What Actually Works Instead
The companies doing this right share a common pattern: they treat high performers as design consultants, not crutches.
Here's what I mean. When a top performer identifies a problem or creates a solution, successful companies ask: "Now, how do we build this so it doesn't depend on you?" It's a fundamentally different conversation.
One tech company I know does this explicitly. When they identify a critical process that someone exceptional is managing, they immediately assign a junior person to shadow that person for three months. The first two months, the junior shadows. In month three, they do it together. By month four, the junior owns it with the senior person available for edge cases. This creates redundancy without creating dependence.

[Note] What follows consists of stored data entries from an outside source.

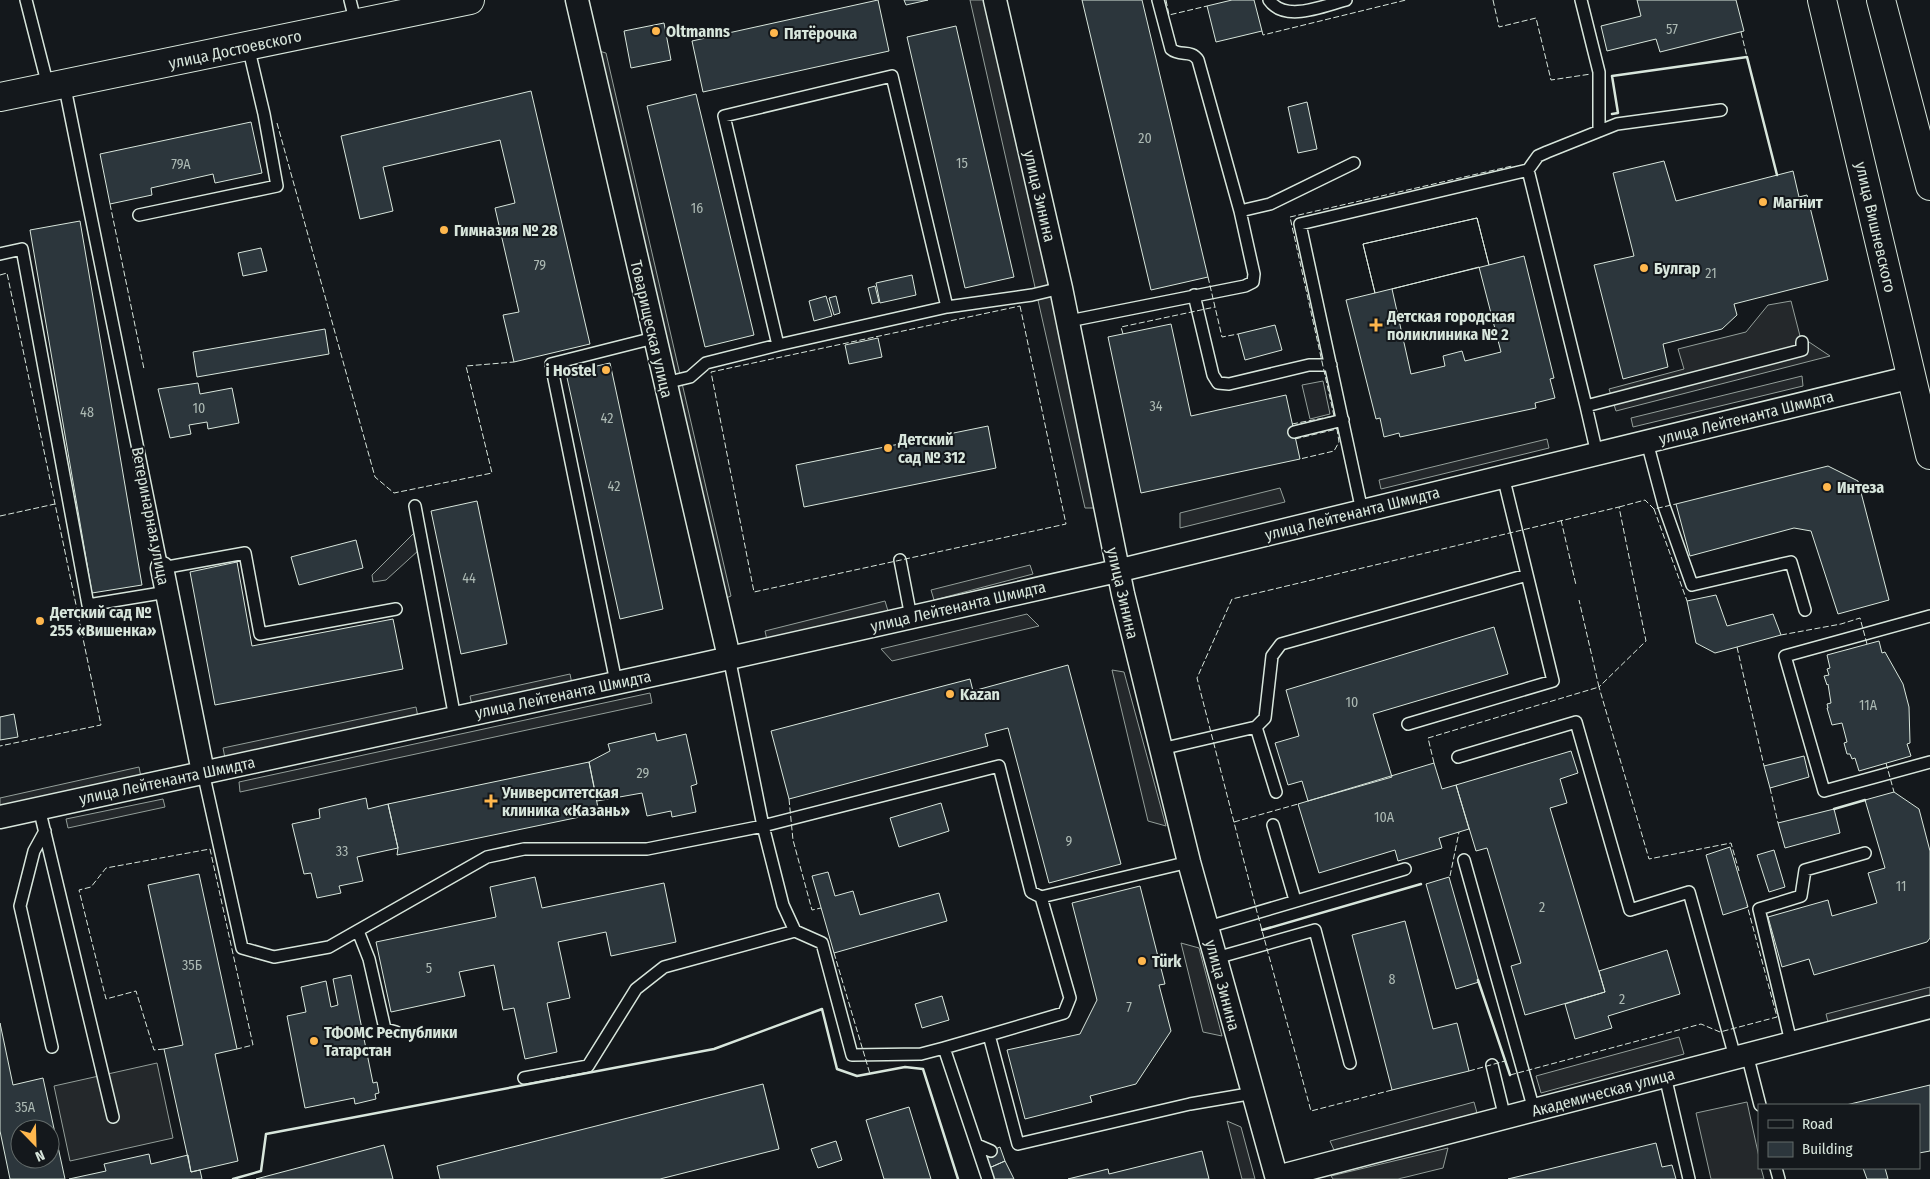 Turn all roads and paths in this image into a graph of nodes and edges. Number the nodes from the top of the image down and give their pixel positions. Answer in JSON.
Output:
{"nodes":[{"id":1,"x":26,"y":0,"type":"edge"},
{"id":2,"x":470,"y":0,"type":"edge"},
{"id":3,"x":577,"y":0,"type":"edge"},
{"id":4,"x":995,"y":0,"type":"edge"},
{"id":5,"x":1158,"y":0,"type":"edge"},
{"id":6,"x":1269,"y":0,"type":"edge"},
{"id":7,"x":1346,"y":0,"type":"edge"},
{"id":8,"x":1581,"y":0,"type":"edge"},
{"id":9,"x":1822,"y":0,"type":"edge"},
{"id":10,"x":1882,"y":0,"type":"edge"},
{"id":11,"x":353,"y":12,"type":"edge"},
{"id":12,"x":248,"y":46,"type":"junction"},
{"id":13,"x":56,"y":85,"type":"junction"},
{"id":14,"x":0,"y":97,"type":"edge"},
{"id":15,"x":1722,"y":110,"type":"dead end"},
{"id":16,"x":1599,"y":130,"type":"junction"},
{"id":17,"x":1354,"y":163,"type":"dead end"},
{"id":18,"x":1528,"y":170,"type":"junction"},
{"id":19,"x":1930,"y":186,"type":"edge"},
{"id":20,"x":1240,"y":211,"type":"junction"},
{"id":21,"x":139,"y":215,"type":"dead end"},
{"id":22,"x":0,"y":254,"type":"edge"},
{"id":23,"x":1061,"y":288,"type":"junction"},
{"id":24,"x":1194,"y":295,"type":"junction"},
{"id":25,"x":947,"y":307,"type":"junction"},
{"id":26,"x":1069,"y":321,"type":"junction"},
{"id":27,"x":654,"y":338,"type":"junction"},
{"id":28,"x":1802,"y":342,"type":"dead end"},
{"id":29,"x":778,"y":345,"type":"junction"},
{"id":30,"x":1330,"y":365,"type":"junction"},
{"id":31,"x":1912,"y":377,"type":"junction"},
{"id":32,"x":665,"y":383,"type":"junction"},
{"id":33,"x":1586,"y":406,"type":"junction"},
{"id":34,"x":1342,"y":420,"type":"junction"},
{"id":35,"x":1294,"y":432,"type":"dead end"},
{"id":36,"x":1646,"y":442,"type":"junction"},
{"id":37,"x":1597,"y":454,"type":"junction"},
{"id":38,"x":1930,"y":455,"type":"edge"},
{"id":39,"x":1503,"y":476,"type":"junction"},
{"id":40,"x":415,"y":506,"type":"dead end"},
{"id":41,"x":1362,"y":511,"type":"junction"},
{"id":42,"x":900,"y":560,"type":"dead end"},
{"id":43,"x":162,"y":568,"type":"junction"},
{"id":44,"x":1117,"y":571,"type":"junction"},
{"id":45,"x":1527,"y":575,"type":"junction"},
{"id":46,"x":167,"y":592,"type":"junction"},
{"id":47,"x":396,"y":609,"type":"dead end"},
{"id":48,"x":1805,"y":610,"type":"dead end"},
{"id":49,"x":1930,"y":616,"type":"edge"},
{"id":50,"x":911,"y":617,"type":"junction"},
{"id":51,"x":729,"y":657,"type":"junction"},
{"id":52,"x":616,"y":682,"type":"junction"},
{"id":53,"x":455,"y":718,"type":"junction"},
{"id":54,"x":1408,"y":724,"type":"dead end"},
{"id":55,"x":1256,"y":727,"type":"junction"},
{"id":56,"x":1161,"y":749,"type":"junction"},
{"id":57,"x":1458,"y":757,"type":"dead end"},
{"id":58,"x":1930,"y":762,"type":"edge"},
{"id":59,"x":203,"y":772,"type":"junction"},
{"id":60,"x":1276,"y":792,"type":"dead end"},
{"id":61,"x":39,"y":808,"type":"junction"},
{"id":62,"x":0,"y":817,"type":"edge"},
{"id":63,"x":1273,"y":825,"type":"dead end"},
{"id":64,"x":763,"y":826,"type":"junction"},
{"id":65,"x":45,"y":831,"type":"junction"},
{"id":66,"x":1865,"y":853,"type":"dead end"},
{"id":67,"x":1464,"y":860,"type":"dead end"},
{"id":68,"x":1189,"y":862,"type":"junction"},
{"id":69,"x":1405,"y":869,"type":"dead end"},
{"id":70,"x":1041,"y":897,"type":"junction"},
{"id":71,"x":1295,"y":900,"type":"junction"},
{"id":72,"x":1208,"y":928,"type":"junction"},
{"id":73,"x":358,"y":931,"type":"junction"},
{"id":74,"x":795,"y":931,"type":"junction"},
{"id":75,"x":1216,"y":958,"type":"junction"},
{"id":76,"x":1930,"y":1007,"type":"edge"},
{"id":77,"x":396,"y":1032,"type":"dead end"},
{"id":78,"x":989,"y":1035,"type":"junction"},
{"id":79,"x":1791,"y":1042,"type":"junction"},
{"id":80,"x":52,"y":1047,"type":"dead end"},
{"id":81,"x":944,"y":1048,"type":"junction"},
{"id":82,"x":1741,"y":1055,"type":"junction"},
{"id":83,"x":1350,"y":1063,"type":"dead end"},
{"id":84,"x":1492,"y":1065,"type":"dead end"},
{"id":85,"x":1665,"y":1076,"type":"junction"},
{"id":86,"x":524,"y":1078,"type":"dead end"},
{"id":87,"x":1254,"y":1093,"type":"junction"},
{"id":88,"x":1760,"y":1104,"type":"edge"},
{"id":89,"x":1534,"y":1110,"type":"junction"},
{"id":90,"x":113,"y":1117,"type":"dead end"},
{"id":91,"x":1505,"y":1118,"type":"junction"},
{"id":92,"x":977,"y":1145,"type":"junction"},
{"id":93,"x":991,"y":1151,"type":"dead end"},
{"id":94,"x":1277,"y":1178,"type":"edge"},
{"id":95,"x":988,"y":1179,"type":"edge"},
{"id":96,"x":1689,"y":1179,"type":"edge"}],
"edges":[{"from":1,"to":13,"type":"lane","name":"Ветеринарная улица"},
{"from":2,"to":11,"type":"main road","name":"улица Достоевского"},
{"from":3,"to":27,"type":"street","name":"Товарищеская улица"},
{"from":4,"to":23,"type":"street","name":"улица Зинина"},
{"from":5,"to":20,"type":"lane"},
{"from":6,"to":7,"type":"lane"},
{"from":8,"to":16,"type":"lane"},
{"from":9,"to":31,"type":"main road","name":"улица Вишневского"},
{"from":10,"to":19,"type":"main road"},
{"from":11,"to":12,"type":"main road","name":"улица Достоевского"},
{"from":12,"to":13,"type":"main road","name":"улица Достоевского"},
{"from":12,"to":21,"type":"lane"},
{"from":13,"to":14,"type":"main road","name":"улица Достоевского"},
{"from":13,"to":43,"type":"lane","name":"Ветеринарная улица"},
{"from":15,"to":16,"type":"lane"},
{"from":16,"to":18,"type":"lane"},
{"from":17,"to":20,"type":"lane"},
{"from":18,"to":30,"type":"lane"},
{"from":18,"to":33,"type":"lane"},
{"from":20,"to":24,"type":"lane"},
{"from":22,"to":46,"type":"lane"},
{"from":23,"to":25,"type":"lane"},
{"from":23,"to":26,"type":"street","name":"улица Зинина"},
{"from":24,"to":26,"type":"lane"},
{"from":24,"to":30,"type":"lane"},
{"from":25,"to":29,"type":"lane"},
{"from":25,"to":29,"type":"lane"},
{"from":26,"to":44,"type":"street","name":"улица Зинина"},
{"from":27,"to":32,"type":"street","name":"Товарищеская улица"},
{"from":27,"to":52,"type":"lane"},
{"from":28,"to":33,"type":"lane"},
{"from":29,"to":32,"type":"lane"},
{"from":30,"to":34,"type":"lane"},
{"from":31,"to":36,"type":"street","name":"улица Лейтенанта Шмидта"},
{"from":31,"to":38,"type":"main road","name":"улица Вишневского"},
{"from":32,"to":51,"type":"street","name":"Товарищеская улица"},
{"from":33,"to":37,"type":"lane"},
{"from":34,"to":35,"type":"lane"},
{"from":34,"to":41,"type":"lane"},
{"from":36,"to":37,"type":"street","name":"улица Лейтенанта Шмидта"},
{"from":36,"to":48,"type":"lane"},
{"from":37,"to":39,"type":"street","name":"улица Лейтенанта Шмидта"},
{"from":39,"to":41,"type":"street","name":"улица Лейтенанта Шмидта"},
{"from":39,"to":45,"type":"lane"},
{"from":40,"to":53,"type":"lane"},
{"from":41,"to":44,"type":"street","name":"улица Лейтенанта Шмидта"},
{"from":42,"to":50,"type":"lane"},
{"from":43,"to":46,"type":"street","name":"Ветеринарная улица"},
{"from":43,"to":47,"type":"lane"},
{"from":44,"to":50,"type":"street","name":"улица Лейтенанта Шмидта"},
{"from":44,"to":56,"type":"street","name":"улица Зинина"},
{"from":45,"to":54,"type":"lane"},
{"from":45,"to":55,"type":"lane"},
{"from":46,"to":59,"type":"street","name":"Ветеринарная улица"},
{"from":49,"to":58,"type":"lane"},
{"from":50,"to":51,"type":"street","name":"улица Лейтенанта Шмидта"},
{"from":51,"to":52,"type":"street","name":"улица Лейтенанта Шмидта"},
{"from":51,"to":64,"type":"lane"},
{"from":52,"to":53,"type":"street","name":"улица Лейтенанта Шмидта"},
{"from":53,"to":59,"type":"street","name":"улица Лейтенанта Шмидта"},
{"from":55,"to":56,"type":"lane"},
{"from":55,"to":60,"type":"lane"},
{"from":56,"to":68,"type":"street","name":"улица Зинина"},
{"from":57,"to":82,"type":"lane"},
{"from":59,"to":61,"type":"street","name":"улица Лейтенанта Шмидта"},
{"from":59,"to":73,"type":"lane","name":"Ветеринарная улица"},
{"from":61,"to":62,"type":"street","name":"улица Лейтенанта Шмидта"},
{"from":61,"to":65,"type":"lane"},
{"from":63,"to":71,"type":"lane"},
{"from":64,"to":70,"type":"lane"},
{"from":64,"to":73,"type":"lane"},
{"from":64,"to":74,"type":"lane"},
{"from":65,"to":80,"type":"lane"},
{"from":65,"to":90,"type":"lane"},
{"from":66,"to":79,"type":"lane"},
{"from":67,"to":89,"type":"lane"},
{"from":68,"to":70,"type":"lane"},
{"from":68,"to":72,"type":"street","name":"улица Зинина"},
{"from":69,"to":71,"type":"lane"},
{"from":70,"to":78,"type":"lane"},
{"from":71,"to":72,"type":"lane"},
{"from":72,"to":75,"type":"street","name":"улица Зинина"},
{"from":73,"to":77,"type":"lane"},
{"from":74,"to":81,"type":"lane"},
{"from":74,"to":86,"type":"lane"},
{"from":75,"to":83,"type":"lane"},
{"from":75,"to":87,"type":"street","name":"улица Зинина"},
{"from":76,"to":79,"type":"street","name":"Академическая улица"},
{"from":78,"to":81,"type":"lane"},
{"from":78,"to":87,"type":"lane"},
{"from":79,"to":82,"type":"street","name":"Академическая улица"},
{"from":81,"to":92,"type":"lane"},
{"from":82,"to":85,"type":"street","name":"Академическая улица"},
{"from":82,"to":88,"type":"lane"},
{"from":84,"to":91,"type":"lane"},
{"from":85,"to":89,"type":"street","name":"Академическая улица"},
{"from":85,"to":96,"type":"lane"},
{"from":87,"to":94,"type":"street","name":"улица Зинина"},
{"from":89,"to":91,"type":"street","name":"Академическая улица"},
{"from":91,"to":94,"type":"street","name":"Академическая улица"},
{"from":92,"to":93,"type":"lane"},
{"from":92,"to":95,"type":"lane"}]} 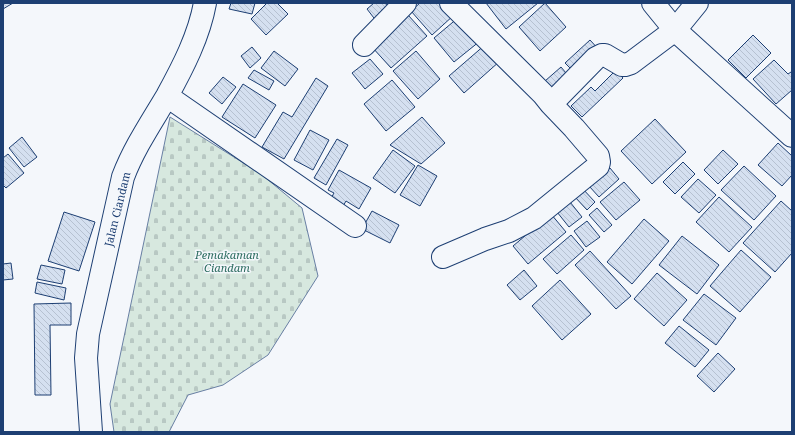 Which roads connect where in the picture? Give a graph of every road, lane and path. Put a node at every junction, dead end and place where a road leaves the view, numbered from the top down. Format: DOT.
graph roads {
  1 [pos="205,3"];
  2 [pos="405,3"];
  3 [pos="451,3"];
  4 [pos="653,3"];
  5 [pos="697,3"];
  6 [pos="675,30"];
  7 [pos="364,44"];
  8 [pos="167,96"];
  9 [pos="551,104"];
  10 [pos="792,136"];
  11 [pos="354,226"];
  12 [pos="443,257"];
  13 [pos="91,432"];
  1 -- 8 [label="street, Jalan Ciandam"];
  2 -- 7 [label="street"];
  3 -- 9 [label="street"];
  4 -- 6 [label="street"];
  5 -- 6 [label="street"];
  6 -- 9 [label="street"];
  6 -- 10 [label="street"];
  8 -- 11 [label="street"];
  8 -- 13 [label="street, Jalan Ciandam"];
  9 -- 12 [label="street"];
} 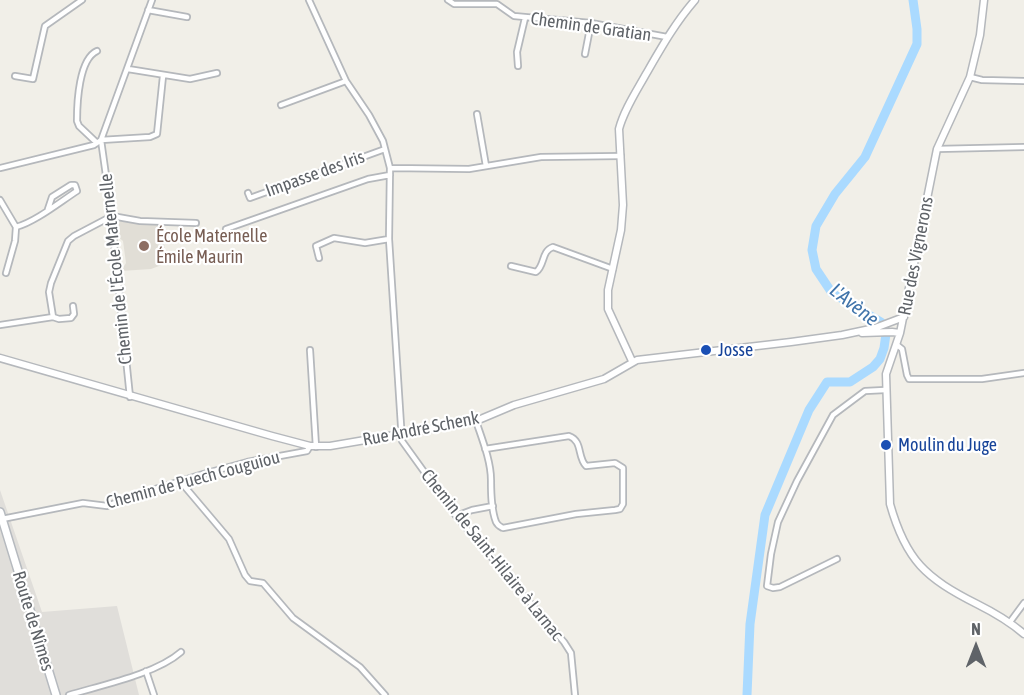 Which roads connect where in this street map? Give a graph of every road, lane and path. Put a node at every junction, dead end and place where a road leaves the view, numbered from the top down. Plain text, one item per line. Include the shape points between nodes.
1 (82, 0) edge
2 (152, 0) edge
3 (309, 0) edge
4 (448, 0) edge
5 (695, 0) edge
6 (984, 0) edge
7 (148, 10) junction
8 (187, 17) dead end
9 (525, 18) junction
10 (591, 23) junction
11 (667, 38) junction
12 (97, 51) dead end
13 (585, 54) dead end
14 (518, 66) dead end
15 (128, 69) junction
16 (216, 73) dead end
17 (15, 76) dead end
18 (163, 76) junction
19 (970, 77) junction
20 (346, 81) junction
21 (1024, 81) edge
22 (281, 105) dead end
23 (477, 114) dead end
24 (99, 142) junction
25 (1024, 147) edge
26 (385, 149) junction
27 (937, 149) junction
28 (621, 156) junction
29 (486, 166) junction
30 (0, 168) edge
31 (390, 168) junction
32 (390, 175) junction
33 (248, 193) dead end
34 (0, 200) edge
35 (2, 207) edge
36 (48, 209) junction
37 (112, 216) junction
38 (196, 223) dead end
39 (16, 227) junction
40 (226, 229) dead end
41 (389, 239) junction
42 (319, 258) dead end
43 (511, 266) dead end
44 (613, 269) junction
45 (6, 273) dead end
46 (73, 306) dead end
47 (53, 317) junction
48 (904, 317) junction
49 (0, 325) edge
50 (875, 330) junction
51 (900, 333) junction
52 (897, 345) junction
53 (310, 350) dead end
54 (0, 358) edge
55 (632, 361) junction
56 (1024, 373) edge
57 (885, 390) junction
58 (130, 397) junction
59 (476, 421) junction
60 (400, 434) junction
61 (313, 446) junction
62 (485, 449) junction
63 (180, 481) junction
64 (493, 506) junction
65 (1, 516) edge
66 (456, 516) junction
67 (837, 559) dead end
68 (1024, 603) edge
69 (1010, 622) junction
70 (1024, 634) edge
71 (181, 652) dead end
72 (146, 671) junction
73 (56, 695) edge
74 (69, 695) edge
75 (154, 695) edge
76 (385, 695) edge
77 (575, 695) edge

1 - 17 street via 45,26 33,79
2 - 7 street
3 - 20 street, Chemin de Saint-Hilaire à Larnac
4 - 9 street, Chemin de Gratian via 454,4 497,4 514,16
5 - 11 street
6 - 19 street, Rue des Vignerons
7 - 8 street
7 - 15 street
9 - 10 street, Chemin de Gratian
9 - 14 street via 517,52
10 - 11 street, Chemin de Gratian
10 - 13 street
11 - 28 street via 621,119
12 - 24 street via 87,59 77,121
15 - 18 street
15 - 24 street
16 - 18 street via 190,79
18 - 24 street via 156,134
19 - 21 street
19 - 27 street, Rue des Vignerons
20 - 22 street
20 - 26 street, Chemin de Saint-Hilaire à Larnac via 369,115
23 - 29 street
24 - 30 street
24 - 37 street, Chemin de l'École Maternelle
25 - 27 street
26 - 31 street, Chemin de Saint-Hilaire à Larnac
26 - 33 street, Impasse des Iris via 250,198
27 - 48 street, Rue des Vignerons
28 - 29 street via 541,158
28 - 44 street via 623,205
29 - 31 street
31 - 32 street, Chemin de Saint-Hilaire à Larnac
32 - 40 street via 368,179
32 - 41 street, Chemin de Saint-Hilaire à Larnac
34 - 35 street
35 - 39 street
36 - 36 street via 76,191 75,185 52,197
36 - 39 street
37 - 38 street
37 - 47 street via 70,239 49,292
37 - 58 street, Chemin de l'École Maternelle
39 - 45 street
41 - 42 street via 365,243 334,238 316,246
41 - 60 street, Chemin de Saint-Hilaire à Larnac
43 - 44 street via 536,272 553,247
44 - 55 street via 608,309
46 - 47 street via 72,317
47 - 49 street
48 - 50 street, Rue André Schenk
48 - 51 street, Rue des Vignerons
50 - 51 street, Rue André Schenk
50 - 55 street, Rue André Schenk
51 - 52 street, Rue des Vignerons
52 - 56 street via 902,349 909,379 982,379
52 - 57 street, Rue des Vignerons via 886,374
53 - 61 street
54 - 58 street, Rue André Schenk
55 - 59 street, Rue André Schenk via 604,379 514,405
57 - 67 street via 866,391 833,415 778,522 767,586 780,587
57 - 69 street, Rue des Vignerons via 890,504 915,561 940,583
58 - 61 street, Rue André Schenk
59 - 60 street, Rue André Schenk
59 - 62 street
60 - 61 street, Rue André Schenk
60 - 66 street, Chemin de Saint-Hilaire à Larnac
61 - 63 street, Chemin de Puech Couguiou via 307,451 247,462
62 - 64 street
62 - 64 street via 569,436 577,441 586,466 615,464 624,473 620,509 503,528 496,523
63 - 65 street, Chemin de Puech Couguiou via 107,506 83,503
63 - 76 street via 229,539 244,575 250,581 263,583 293,618 360,667
64 - 66 street
65 - 73 main road, Route de Nîmes
66 - 77 street, Chemin de Saint-Hilaire à Larnac via 564,642 571,653
68 - 69 street
69 - 70 street, Rue des Vignerons
71 - 72 street
72 - 74 street
72 - 75 street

Netflix famously said that they'd rather have a team of A-players who each work 40 hours than A-players burning out at 70 hours. The math on productivity per hour is identical. But the sustainability, retention, and team culture are completely different.
Another approach: Give your best people "sabbatical projects." Let them take a month to build the system that replaces their heroic output. This sounds backward—you're pulling them off revenue-generating work. But you're actually converting hidden future costs into documented systems. That's the trade-off.
The Conversation You Need to Have This Week
Look at your top three performers. For each one, ask yourself: If they left tomorrow, what would happen? If the answer involves panic, missed deadlines, or lost revenue, congratulations. You've built a person-dependent company, not a systems-dependent one.
That's not a compliment to them. It's a liability for you.
The question isn't whether to address this. It's whether to address it before or after your best people leave. And trust me—Sarah isn't the only one having that coffee shop conversation.